# "No network devices dedectet" beim Starten der Install-CD

## nexus_seven

Hallo,

nach erfolgreicher Hilfe bei meinem ersten Thread hoffe ich auf erneute Hilfe von euch.

Habe auf meinem "großen" Rechner das Grundsystem erfolgreich installiert. Habe jetzt noch ein "kleineren" und Probleme beim Starten/Installieren des Systems.

Habe im großen Rechner eine "3Com Etherlink 10/100 PCI NIC with 3XP Processor" installiert. Das ganze auf nem DFI Lan-Party mit NForce 2 Chipsatz. Im kleinen Rechner habe ich exakt die gleiche Karte auf nem MSI Board mit Via Chipsatz und Award-BIOS. Vom BIOS her wird die NIC mit Interrupt 11 angesprochen, allerdings erkennt die Installations CD beim Starten die Netzwerkkarte nicht ("No netzwork Devices auto dedected" oder so ähnlich, habs mir leider nicht aufgeschrieben). Habe auch schon eine andere 3Com Karte und eine weitere, bei der nicht weiß was fürn Chipsatz die drauf hat, ohne Erfolg getestet. Alle erscheinen im BIOS unter Interrupt 11 aber werden nicht erkannt. Verschiedene PCI Steckplätze hab ich auch schon probiert. DMA funktioniert übrigens auch nicht, weiß nicht ob das möglicherweise an nem Chipsatztreiber oder so liegt.

Nachtrag:

Habe mal in der Zwischenzeit mein laufendes System per Disk Dump von Ubuntu auf die Platte des kleinen Rechners übertragen. Hat soweit auch alles funktioniert, er hat auch das entsprechende Modul geladen, trotzdem erscheint so ziemlich am Ende des Bootvorgangs, dass eth0 nicht existiert.

MfG nexus_seven

----------

## ChrisJumper

Hi nexus_seven,

also wenn du exakt die gleiche Karte hast... und er sie mit genau dem gleichen Modul/Einstellungen im Kernel erkennt bzw. nicht erkennt würde ich fast schon vermuten das eine der beiden Karten defekt ist..?

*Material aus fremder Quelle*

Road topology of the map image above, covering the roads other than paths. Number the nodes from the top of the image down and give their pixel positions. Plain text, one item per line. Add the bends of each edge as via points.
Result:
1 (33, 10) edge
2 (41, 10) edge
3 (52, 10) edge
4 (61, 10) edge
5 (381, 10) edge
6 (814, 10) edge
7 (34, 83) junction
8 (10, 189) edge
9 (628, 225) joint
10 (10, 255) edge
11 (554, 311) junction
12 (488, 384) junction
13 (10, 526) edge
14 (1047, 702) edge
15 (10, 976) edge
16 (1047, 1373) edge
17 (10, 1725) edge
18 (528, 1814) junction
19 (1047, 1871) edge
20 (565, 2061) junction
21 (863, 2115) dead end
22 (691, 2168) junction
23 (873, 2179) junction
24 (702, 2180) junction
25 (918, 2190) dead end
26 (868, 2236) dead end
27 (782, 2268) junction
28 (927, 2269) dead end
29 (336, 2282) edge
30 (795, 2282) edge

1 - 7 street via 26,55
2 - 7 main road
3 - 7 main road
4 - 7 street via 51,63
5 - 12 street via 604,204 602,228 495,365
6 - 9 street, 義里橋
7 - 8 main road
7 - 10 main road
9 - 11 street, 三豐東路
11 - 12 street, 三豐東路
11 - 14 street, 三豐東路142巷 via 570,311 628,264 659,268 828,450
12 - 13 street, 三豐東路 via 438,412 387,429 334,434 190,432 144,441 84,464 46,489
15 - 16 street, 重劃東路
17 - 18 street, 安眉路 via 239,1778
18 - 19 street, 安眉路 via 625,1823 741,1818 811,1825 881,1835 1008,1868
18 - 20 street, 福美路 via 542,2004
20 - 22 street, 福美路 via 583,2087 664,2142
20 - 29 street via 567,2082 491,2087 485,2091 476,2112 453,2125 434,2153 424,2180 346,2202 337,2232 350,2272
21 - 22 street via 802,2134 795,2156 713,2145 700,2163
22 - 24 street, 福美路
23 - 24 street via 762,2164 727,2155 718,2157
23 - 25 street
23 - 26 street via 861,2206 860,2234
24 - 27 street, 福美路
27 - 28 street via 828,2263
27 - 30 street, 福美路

Um das zu verifizieren kannst du ja die Karten mal tauschen.

Hast du den Kernel selbst kompiliert oder genkernel verwendet?

(Evt. gab es da ja probleme bei der "automatischen Erkennung").

Probiere es doch notfalls mal mit verschiedenen Live-CDs.. alla Knoppix zum Beispiel.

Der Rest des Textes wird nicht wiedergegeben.